- [PROBLEM TO SOLVE]:
Find all lines in the records that include the word "Colombia", and copy them out.

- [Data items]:

- Opening Delimiter -

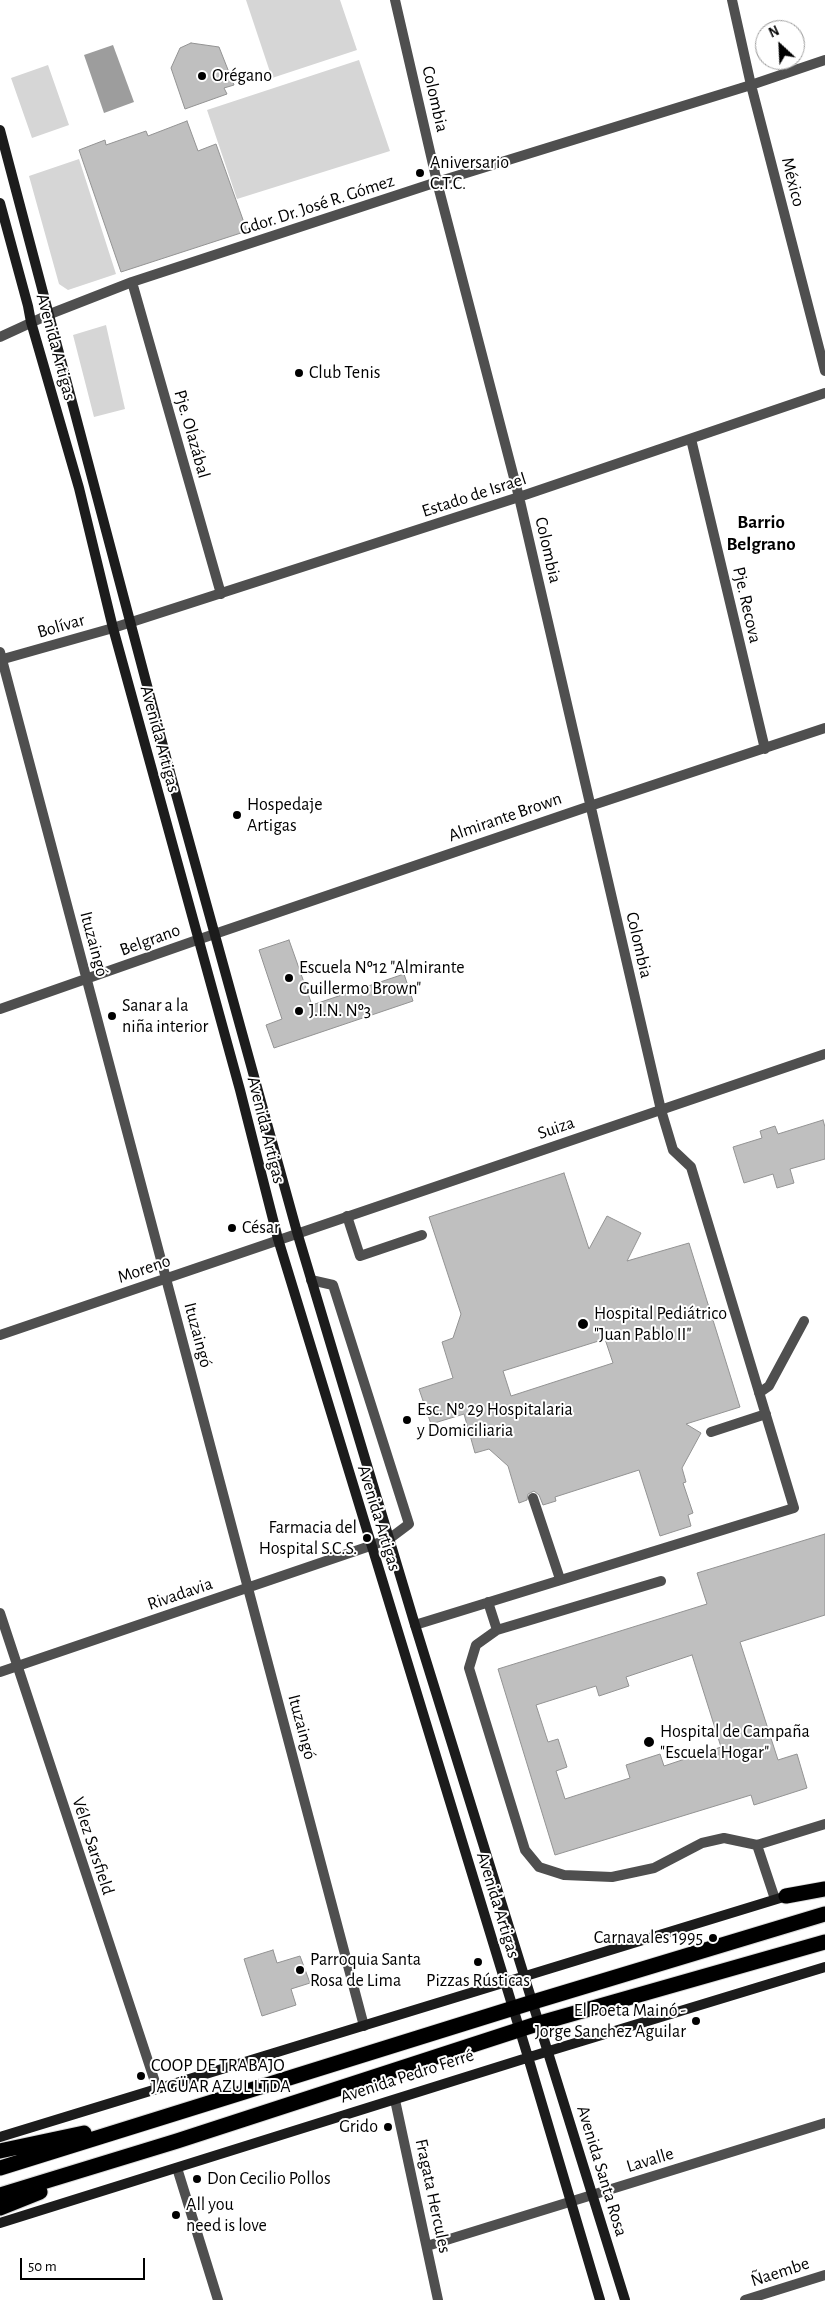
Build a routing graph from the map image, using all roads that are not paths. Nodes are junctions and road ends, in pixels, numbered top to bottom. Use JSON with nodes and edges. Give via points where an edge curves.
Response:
{"nodes":[{"id":1,"x":395,"y":0,"type":"edge"},
{"id":2,"x":732,"y":0,"type":"edge"},
{"id":3,"x":825,"y":60,"type":"edge"},
{"id":4,"x":751,"y":85,"type":"junction"},
{"id":5,"x":0,"y":130,"type":"edge"},
{"id":6,"x":437,"y":182,"type":"junction"},
{"id":7,"x":0,"y":203,"type":"edge"},
{"id":8,"x":132,"y":282,"type":"junction"},
{"id":9,"x":50,"y":314,"type":"junction"},
{"id":10,"x":30,"y":322,"type":"junction"},
{"id":11,"x":0,"y":337,"type":"edge"},
{"id":12,"x":825,"y":371,"type":"edge"},
{"id":13,"x":825,"y":393,"type":"edge"},
{"id":14,"x":691,"y":440,"type":"junction"},
{"id":15,"x":519,"y":497,"type":"junction"},
{"id":16,"x":221,"y":594,"type":"junction"},
{"id":17,"x":131,"y":622,"type":"junction"},
{"id":18,"x":113,"y":628,"type":"junction"},
{"id":19,"x":1,"y":657,"type":"edge"},
{"id":20,"x":825,"y":728,"type":"edge"},
{"id":21,"x":765,"y":749,"type":"junction"},
{"id":22,"x":590,"y":806,"type":"junction"},
{"id":23,"x":216,"y":933,"type":"junction"},
{"id":24,"x":197,"y":940,"type":"junction"},
{"id":25,"x":87,"y":980,"type":"junction"},
{"id":26,"x":0,"y":1009,"type":"edge"},
{"id":27,"x":825,"y":1054,"type":"edge"},
{"id":28,"x":661,"y":1110,"type":"junction"},
{"id":29,"x":347,"y":1216,"type":"junction"},
{"id":30,"x":297,"y":1232,"type":"junction"},
{"id":31,"x":422,"y":1235,"type":"dead end"},
{"id":32,"x":278,"y":1239,"type":"junction"},
{"id":33,"x":166,"y":1279,"type":"junction"},
{"id":34,"x":311,"y":1280,"type":"junction"},
{"id":35,"x":804,"y":1321,"type":"dead end"},
{"id":36,"x":0,"y":1335,"type":"edge"},
{"id":37,"x":759,"y":1392,"type":"junction"},
{"id":38,"x":766,"y":1414,"type":"junction"},
{"id":39,"x":711,"y":1432,"type":"dead end"},
{"id":40,"x":534,"y":1498,"type":"dead end"},
{"id":41,"x":389,"y":1539,"type":"junction"},
{"id":42,"x":370,"y":1546,"type":"junction"},
{"id":43,"x":560,"y":1579,"type":"junction"},
{"id":44,"x":661,"y":1581,"type":"dead end"},
{"id":45,"x":248,"y":1588,"type":"junction"},
{"id":46,"x":488,"y":1602,"type":"junction"},
{"id":47,"x":0,"y":1613,"type":"edge"},
{"id":48,"x":415,"y":1625,"type":"junction"},
{"id":49,"x":497,"y":1630,"type":"junction"},
{"id":50,"x":17,"y":1666,"type":"junction"},
{"id":51,"x":0,"y":1672,"type":"edge"},
{"id":52,"x":825,"y":1824,"type":"edge"},
{"id":53,"x":757,"y":1845,"type":"junction"},
{"id":54,"x":825,"y":1884,"type":"edge"},
{"id":55,"x":825,"y":1889,"type":"edge"},
{"id":56,"x":781,"y":1898,"type":"junction"},
{"id":57,"x":825,"y":1914,"type":"edge"},
{"id":58,"x":825,"y":1943,"type":"edge"},
{"id":59,"x":825,"y":1967,"type":"edge"},
{"id":60,"x":525,"y":1975,"type":"junction"},
{"id":61,"x":505,"y":1982,"type":"junction"},
{"id":62,"x":533,"y":2002,"type":"junction"},
{"id":63,"x":514,"y":2009,"type":"junction"},
{"id":64,"x":540,"y":2023,"type":"junction"},
{"id":65,"x":364,"y":2026,"type":"junction"},
{"id":66,"x":520,"y":2030,"type":"junction"},
{"id":67,"x":549,"y":2051,"type":"junction"},
{"id":68,"x":528,"y":2057,"type":"junction"},
{"id":69,"x":157,"y":2088,"type":"junction"},
{"id":70,"x":395,"y":2100,"type":"junction"},
{"id":71,"x":171,"y":2115,"type":"junction"},
{"id":72,"x":825,"y":2123,"type":"edge"},
{"id":73,"x":0,"y":2137,"type":"edge"},
{"id":74,"x":177,"y":2141,"type":"junction"},
{"id":75,"x":0,"y":2151,"type":"edge"},
{"id":76,"x":0,"y":2168,"type":"edge"},
{"id":77,"x":177,"y":2168,"type":"junction"},
{"id":78,"x":0,"y":2195,"type":"edge"},
{"id":79,"x":592,"y":2195,"type":"junction"},
{"id":80,"x":570,"y":2202,"type":"junction"},
{"id":81,"x":0,"y":2208,"type":"edge"},
{"id":82,"x":0,"y":2223,"type":"edge"},
{"id":83,"x":427,"y":2246,"type":"junction"},
{"id":84,"x":825,"y":2275,"type":"edge"},
{"id":85,"x":218,"y":2300,"type":"edge"},
{"id":86,"x":438,"y":2300,"type":"edge"},
{"id":87,"x":600,"y":2300,"type":"edge"},
{"id":88,"x":625,"y":2300,"type":"edge"},
{"id":89,"x":745,"y":2300,"type":"edge"}],
"edges":[{"from":1,"to":6,"type":"street","name":"Colombia"},
{"from":2,"to":4,"type":"street","name":"México"},
{"from":3,"to":4,"type":"street","name":"Gdor. Dr. José R. Gómez"},
{"from":4,"to":6,"type":"street","name":"Gdor. Dr. José R. Gómez"},
{"from":4,"to":12,"type":"street","name":"México"},
{"from":5,"to":9,"type":"main road","name":"Avenida Artigas"},
{"from":6,"to":8,"type":"street","name":"Gdor. Dr. José R. Gómez"},
{"from":6,"to":15,"type":"street","name":"Colombia"},
{"from":7,"to":10,"type":"main road","name":"Avenida Artigas"},
{"from":8,"to":9,"type":"street","name":"Gdor. Dr. José R. Gómez"},
{"from":8,"to":16,"type":"street","name":"Pje. Olazábal"},
{"from":9,"to":10,"type":"street","name":"Gdor. Dr. José R. Gómez"},
{"from":9,"to":17,"type":"main road","name":"Avenida Artigas"},
{"from":10,"to":11,"type":"street","name":"Gdor. Dr. José R. Gómez"},
{"from":10,"to":18,"type":"main road","name":"Avenida Artigas","via":[[79,488]]},
{"from":13,"to":14,"type":"street","name":"Estado de Israel"},
{"from":14,"to":15,"type":"street","name":"Estado de Israel"},
{"from":14,"to":21,"type":"street","name":"Pje. Recova"},
{"from":15,"to":16,"type":"street","name":"Estado de Israel"},
{"from":15,"to":22,"type":"street","name":"Colombia"},
{"from":16,"to":17,"type":"street","name":"Estado de Israel"},
{"from":17,"to":18,"type":"street","name":"Bolívar"},
{"from":17,"to":23,"type":"main road","name":"Avenida Artigas"},
{"from":18,"to":19,"type":"street","name":"Bolívar"},
{"from":18,"to":24,"type":"main road","name":"Avenida Artigas"},
{"from":19,"to":25,"type":"street","name":"Ituzaingó"},
{"from":20,"to":21,"type":"street","name":"Almirante Brown"},
{"from":21,"to":22,"type":"street","name":"Almirante Brown"},
{"from":22,"to":23,"type":"street","name":"Almirante Brown"},
{"from":22,"to":28,"type":"street","name":"Colombia"},
{"from":23,"to":24,"type":"street","name":"Almirante Brown"},
{"from":23,"to":30,"type":"main road","name":"Avenida Artigas"},
{"from":24,"to":25,"type":"street","name":"Belgrano"},
{"from":24,"to":32,"type":"main road","name":"Avenida Artigas"},
{"from":25,"to":26,"type":"street","name":"Belgrano"},
{"from":25,"to":33,"type":"street","name":"Ituzaingó"},
{"from":27,"to":28,"type":"street","name":"Suiza"},
{"from":28,"to":29,"type":"street","name":"Suiza"},
{"from":28,"to":37,"type":"street","name":"Colombia","via":[[673,1150],[691,1166]]},
{"from":29,"to":30,"type":"street","name":"Suiza"},
{"from":29,"to":31,"type":"street","via":[[360,1256]]},
{"from":30,"to":32,"type":"street","name":"Moreno"},
{"from":30,"to":34,"type":"main road","name":"Avenida Artigas"},
{"from":32,"to":33,"type":"street","name":"Moreno"},
{"from":32,"to":42,"type":"main road","name":"Avenida Artigas"},
{"from":33,"to":36,"type":"street","name":"Moreno"},
{"from":33,"to":45,"type":"street","name":"Ituzaingó"},
{"from":34,"to":41,"type":"main road","name":"Avenida Artigas"},
{"from":34,"to":41,"type":"street","name":"Rivadavia","via":[[334,1285],[409,1524]]},
{"from":35,"to":37,"type":"street","via":[[769,1386]]},
{"from":37,"to":38,"type":"street","name":"Colombia"},
{"from":38,"to":39,"type":"street"},
{"from":38,"to":43,"type":"street","name":"Colombia","via":[[794,1508]]},
{"from":40,"to":43,"type":"street"},
{"from":41,"to":42,"type":"street","name":"Rivadavia"},
{"from":41,"to":48,"type":"main road","name":"Avenida Artigas"},
{"from":42,"to":45,"type":"street","name":"Rivadavia"},
{"from":42,"to":61,"type":"main road","name":"Avenida Artigas"},
{"from":43,"to":46,"type":"street"},
{"from":44,"to":49,"type":"street"},
{"from":45,"to":50,"type":"street","name":"Rivadavia"},
{"from":45,"to":65,"type":"street","name":"Ituzaingó"},
{"from":46,"to":48,"type":"street"},
{"from":46,"to":49,"type":"street"},
{"from":47,"to":50,"type":"street","name":"Vélez Sarsfield"},
{"from":48,"to":60,"type":"main road","name":"Avenida Artigas"},
{"from":49,"to":53,"type":"street","via":[[476,1645],[469,1668],[525,1850],[539,1867],[564,1874],[612,1877],[654,1868],[702,1843],[724,1838]]},
{"from":50,"to":51,"type":"street","name":"Rivadavia"},
{"from":50,"to":69,"type":"street","name":"Vélez Sarsfield"},
{"from":52,"to":53,"type":"street"},
{"from":53,"to":56,"type":"street"},
{"from":54,"to":56,"type":"main road"},
{"from":55,"to":56,"type":"highway"},
{"from":56,"to":60,"type":"main road"},
{"from":57,"to":62,"type":"highway","name":"Avenida Pedro Ferré"},
{"from":58,"to":64,"type":"highway","name":"Avenida Pedro Ferré"},
{"from":59,"to":67,"type":"main road","name":"Avenida Pedro Ferré"},
{"from":60,"to":61,"type":"main road"},
{"from":60,"to":62,"type":"main road","name":"Avenida Artigas"},
{"from":61,"to":63,"type":"main road","name":"Avenida Artigas"},
{"from":61,"to":65,"type":"main road"},
{"from":62,"to":63,"type":"highway","name":"Avenida Pedro Ferré"},
{"from":62,"to":64,"type":"main road","name":"Avenida Artigas"},
{"from":63,"to":66,"type":"main road","name":"Avenida Artigas"},
{"from":63,"to":71,"type":"highway","name":"Avenida Pedro Ferré"},
{"from":64,"to":66,"type":"highway","name":"Avenida Pedro Ferré"},
{"from":64,"to":67,"type":"main road","name":"Avenida Santa Rosa"},
{"from":65,"to":69,"type":"main road"},
{"from":66,"to":68,"type":"main road","name":"Avenida Artigas"},
{"from":66,"to":74,"type":"highway","name":"Avenida Pedro Ferré"},
{"from":67,"to":68,"type":"main road","name":"Avenida Pedro Ferré"},
{"from":67,"to":79,"type":"main road","name":"Avenida Santa Rosa"},
{"from":68,"to":70,"type":"main road","name":"Avenida Pedro Ferré"},
{"from":68,"to":80,"type":"main road"},
{"from":69,"to":73,"type":"main road"},
{"from":70,"to":77,"type":"main road","name":"Avenida Pedro Ferré"},
{"from":70,"to":83,"type":"street","name":"Fragata Hercules"},
{"from":71,"to":75,"type":"highway"},
{"from":71,"to":76,"type":"highway","name":"Avenida Pedro Ferré"},
{"from":72,"to":79,"type":"street","name":"Lavalle"},
{"from":74,"to":78,"type":"highway","name":"Avenida Pedro Ferré"},
{"from":74,"to":81,"type":"highway"},
{"from":77,"to":82,"type":"main road","name":"Avenida Pedro Ferré"},
{"from":77,"to":85,"type":"street"},
{"from":79,"to":80,"type":"street","name":"Lavalle"},
{"from":79,"to":88,"type":"main road","name":"Avenida Santa Rosa"},
{"from":80,"to":83,"type":"street","name":"Lavalle"},
{"from":80,"to":87,"type":"main road"},
{"from":83,"to":86,"type":"street","name":"Fragata Hercules"},
{"from":84,"to":89,"type":"street","name":"Ñaembe"}]}
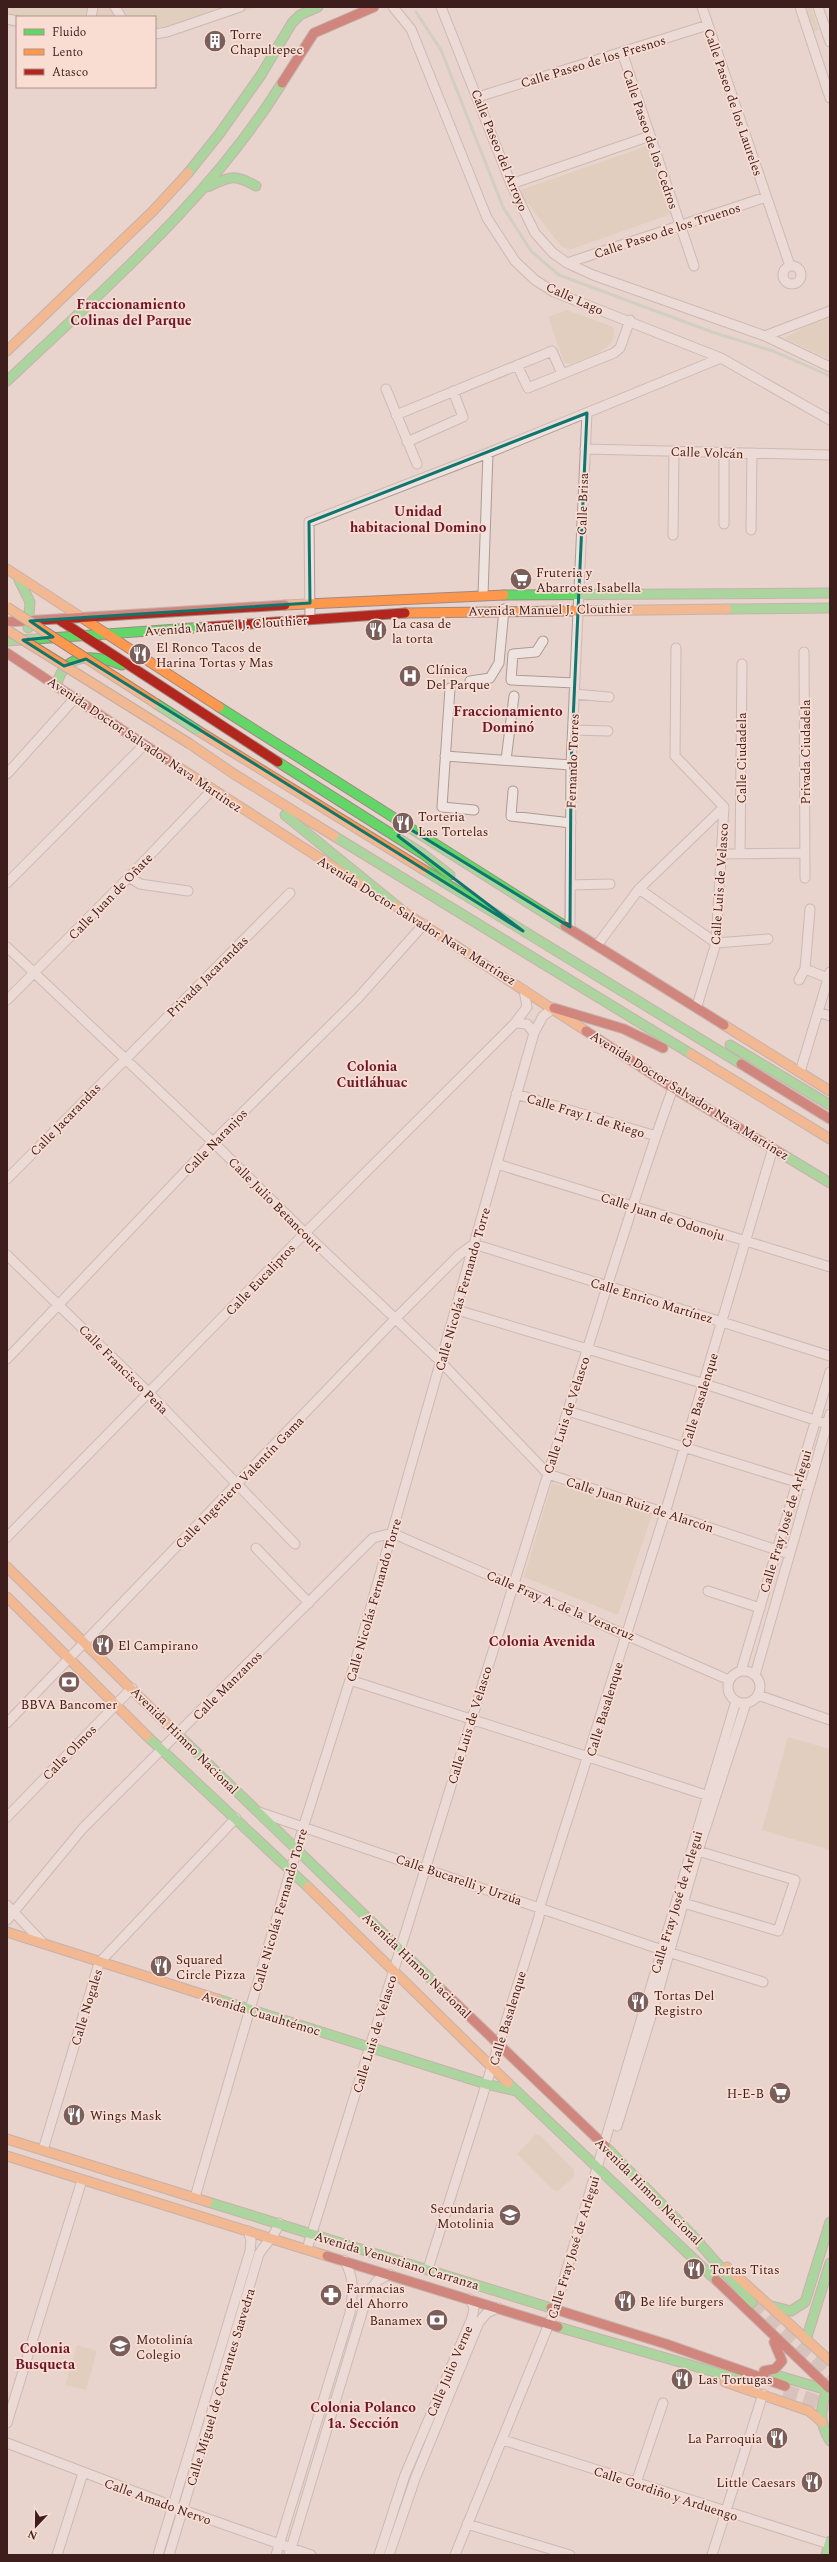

- Closing Delimiter -

- [RESULT]:
"edges":[{"from":1,"to":6,"type":"street","name":"Colombia"},
{"from":6,"to":15,"type":"street","name":"Colombia"},
{"from":15,"to":22,"type":"street","name":"Colombia"},
{"from":22,"to":28,"type":"street","name":"Colombia"},
{"from":28,"to":37,"type":"street","name":"Colombia","via":[[673,1150],[691,1166]]},
{"from":37,"to":38,"type":"street","name":"Colombia"},
{"from":38,"to":43,"type":"street","name":"Colombia","via":[[794,1508]]},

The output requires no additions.